Return the lines of the data below in which the string "Union" occurs.

##### MATERIAL SUPPLIED

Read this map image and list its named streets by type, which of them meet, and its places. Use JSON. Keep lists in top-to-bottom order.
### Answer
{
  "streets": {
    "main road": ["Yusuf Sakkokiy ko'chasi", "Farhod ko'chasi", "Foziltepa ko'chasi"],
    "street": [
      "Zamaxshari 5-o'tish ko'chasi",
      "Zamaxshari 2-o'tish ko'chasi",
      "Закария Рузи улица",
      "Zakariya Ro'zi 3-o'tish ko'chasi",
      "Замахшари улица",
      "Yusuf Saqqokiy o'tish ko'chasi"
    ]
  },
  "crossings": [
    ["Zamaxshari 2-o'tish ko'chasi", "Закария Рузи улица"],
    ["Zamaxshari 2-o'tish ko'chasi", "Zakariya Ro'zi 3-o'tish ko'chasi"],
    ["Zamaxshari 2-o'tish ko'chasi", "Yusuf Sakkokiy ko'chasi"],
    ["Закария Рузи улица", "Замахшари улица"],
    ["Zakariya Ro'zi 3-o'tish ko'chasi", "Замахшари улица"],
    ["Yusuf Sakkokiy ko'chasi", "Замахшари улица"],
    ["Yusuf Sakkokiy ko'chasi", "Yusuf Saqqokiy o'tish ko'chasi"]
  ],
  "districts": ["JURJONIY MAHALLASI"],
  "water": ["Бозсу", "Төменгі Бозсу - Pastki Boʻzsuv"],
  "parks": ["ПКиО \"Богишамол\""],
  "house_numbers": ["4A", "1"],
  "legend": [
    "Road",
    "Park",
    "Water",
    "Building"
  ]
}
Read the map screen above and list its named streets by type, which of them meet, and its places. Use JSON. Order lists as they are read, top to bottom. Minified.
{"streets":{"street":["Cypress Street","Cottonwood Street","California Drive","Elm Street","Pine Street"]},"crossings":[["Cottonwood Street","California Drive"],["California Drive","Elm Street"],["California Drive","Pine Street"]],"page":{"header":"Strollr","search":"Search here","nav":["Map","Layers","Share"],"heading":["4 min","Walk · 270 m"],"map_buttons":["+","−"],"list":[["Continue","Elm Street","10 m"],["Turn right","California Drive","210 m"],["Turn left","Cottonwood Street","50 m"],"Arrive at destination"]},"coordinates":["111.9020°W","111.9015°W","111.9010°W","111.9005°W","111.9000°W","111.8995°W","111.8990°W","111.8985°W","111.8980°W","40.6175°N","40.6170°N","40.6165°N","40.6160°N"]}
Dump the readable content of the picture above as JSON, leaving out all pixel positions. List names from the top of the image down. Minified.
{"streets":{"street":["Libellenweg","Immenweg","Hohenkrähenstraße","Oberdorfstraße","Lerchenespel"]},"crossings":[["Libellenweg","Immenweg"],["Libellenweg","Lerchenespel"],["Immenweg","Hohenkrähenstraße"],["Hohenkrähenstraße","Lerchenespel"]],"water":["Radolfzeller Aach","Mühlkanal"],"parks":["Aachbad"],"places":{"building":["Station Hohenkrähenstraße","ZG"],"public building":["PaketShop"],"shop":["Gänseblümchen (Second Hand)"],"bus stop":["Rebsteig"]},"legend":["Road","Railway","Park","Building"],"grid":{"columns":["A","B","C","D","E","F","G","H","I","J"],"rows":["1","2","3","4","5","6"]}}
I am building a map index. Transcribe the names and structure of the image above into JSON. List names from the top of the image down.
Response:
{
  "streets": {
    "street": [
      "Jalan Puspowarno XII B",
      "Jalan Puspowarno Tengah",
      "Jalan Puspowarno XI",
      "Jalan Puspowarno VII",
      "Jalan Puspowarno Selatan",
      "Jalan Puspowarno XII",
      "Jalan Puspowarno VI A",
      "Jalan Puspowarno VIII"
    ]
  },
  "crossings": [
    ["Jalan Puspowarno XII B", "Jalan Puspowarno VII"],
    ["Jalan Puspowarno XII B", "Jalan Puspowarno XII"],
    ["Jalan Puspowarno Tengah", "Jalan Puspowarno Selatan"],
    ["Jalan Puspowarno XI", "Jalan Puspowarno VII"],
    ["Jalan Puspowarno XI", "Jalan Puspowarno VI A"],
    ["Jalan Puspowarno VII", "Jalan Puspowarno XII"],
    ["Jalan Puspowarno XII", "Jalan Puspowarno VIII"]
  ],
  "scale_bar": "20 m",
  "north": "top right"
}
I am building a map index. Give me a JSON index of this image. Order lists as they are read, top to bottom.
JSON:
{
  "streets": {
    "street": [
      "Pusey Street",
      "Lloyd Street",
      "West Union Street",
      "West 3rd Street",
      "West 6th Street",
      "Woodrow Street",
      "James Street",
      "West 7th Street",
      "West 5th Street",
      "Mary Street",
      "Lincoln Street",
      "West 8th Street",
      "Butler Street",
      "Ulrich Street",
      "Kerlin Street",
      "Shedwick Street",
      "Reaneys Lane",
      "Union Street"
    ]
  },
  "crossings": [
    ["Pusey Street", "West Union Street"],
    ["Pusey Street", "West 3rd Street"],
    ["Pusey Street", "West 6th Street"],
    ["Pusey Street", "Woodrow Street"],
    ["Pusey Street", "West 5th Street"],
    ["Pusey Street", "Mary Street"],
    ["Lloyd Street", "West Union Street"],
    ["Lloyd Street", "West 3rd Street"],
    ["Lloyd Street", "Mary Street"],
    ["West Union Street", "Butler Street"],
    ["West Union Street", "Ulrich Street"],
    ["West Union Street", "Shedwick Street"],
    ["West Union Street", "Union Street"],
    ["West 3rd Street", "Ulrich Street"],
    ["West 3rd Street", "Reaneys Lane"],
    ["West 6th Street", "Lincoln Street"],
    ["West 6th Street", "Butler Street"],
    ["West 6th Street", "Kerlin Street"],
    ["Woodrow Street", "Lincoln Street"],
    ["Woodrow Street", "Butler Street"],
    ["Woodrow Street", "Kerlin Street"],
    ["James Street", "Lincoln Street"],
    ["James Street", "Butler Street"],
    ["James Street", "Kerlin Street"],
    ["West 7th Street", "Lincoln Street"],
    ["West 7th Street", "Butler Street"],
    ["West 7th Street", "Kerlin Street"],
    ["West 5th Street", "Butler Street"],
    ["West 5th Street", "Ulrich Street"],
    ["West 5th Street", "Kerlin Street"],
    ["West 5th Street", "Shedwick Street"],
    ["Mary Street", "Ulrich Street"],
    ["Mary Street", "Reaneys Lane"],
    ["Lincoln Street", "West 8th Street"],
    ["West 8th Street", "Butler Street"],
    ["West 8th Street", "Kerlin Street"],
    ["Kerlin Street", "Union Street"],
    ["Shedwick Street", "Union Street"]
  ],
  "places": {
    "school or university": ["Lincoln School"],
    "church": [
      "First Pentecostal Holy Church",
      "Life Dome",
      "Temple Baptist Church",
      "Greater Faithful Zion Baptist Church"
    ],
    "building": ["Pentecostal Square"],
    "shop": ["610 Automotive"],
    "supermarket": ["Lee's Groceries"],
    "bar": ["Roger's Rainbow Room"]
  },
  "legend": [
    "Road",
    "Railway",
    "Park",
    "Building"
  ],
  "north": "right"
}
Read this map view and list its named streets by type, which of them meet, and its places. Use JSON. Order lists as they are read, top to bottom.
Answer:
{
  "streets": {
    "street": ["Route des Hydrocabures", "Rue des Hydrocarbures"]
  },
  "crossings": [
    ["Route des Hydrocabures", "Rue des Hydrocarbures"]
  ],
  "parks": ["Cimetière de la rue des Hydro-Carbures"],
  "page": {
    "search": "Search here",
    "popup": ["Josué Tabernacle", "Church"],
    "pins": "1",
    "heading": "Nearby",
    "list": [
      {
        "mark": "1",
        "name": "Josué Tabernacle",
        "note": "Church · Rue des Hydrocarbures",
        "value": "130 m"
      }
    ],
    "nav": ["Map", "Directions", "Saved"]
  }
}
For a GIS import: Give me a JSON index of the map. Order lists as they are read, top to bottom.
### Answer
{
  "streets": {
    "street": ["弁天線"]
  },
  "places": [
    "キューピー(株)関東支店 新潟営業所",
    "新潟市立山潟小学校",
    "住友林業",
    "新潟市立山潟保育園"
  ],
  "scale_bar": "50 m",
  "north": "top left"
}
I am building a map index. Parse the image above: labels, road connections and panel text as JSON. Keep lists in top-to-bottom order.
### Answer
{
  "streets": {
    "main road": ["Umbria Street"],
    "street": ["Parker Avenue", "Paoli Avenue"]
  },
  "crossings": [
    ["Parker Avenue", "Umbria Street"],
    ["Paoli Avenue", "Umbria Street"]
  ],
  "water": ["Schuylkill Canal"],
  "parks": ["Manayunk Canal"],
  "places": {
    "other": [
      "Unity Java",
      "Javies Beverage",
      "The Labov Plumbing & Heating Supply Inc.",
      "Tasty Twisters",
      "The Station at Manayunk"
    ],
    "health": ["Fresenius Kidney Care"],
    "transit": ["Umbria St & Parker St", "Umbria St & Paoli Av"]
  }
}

##########

▸ **RESPONSE BELOW**
      "West Union Street",
      "Union Street"
    ["Pusey Street", "West Union Street"],
    ["Lloyd Street", "West Union Street"],
    ["West Union Street", "Butler Street"],
    ["West Union Street", "Ulrich Street"],
    ["West Union Street", "Shedwick Street"],
    ["West Union Street", "Union Street"],
    ["Kerlin Street", "Union Street"],
    ["Shedwick Street", "Union Street"]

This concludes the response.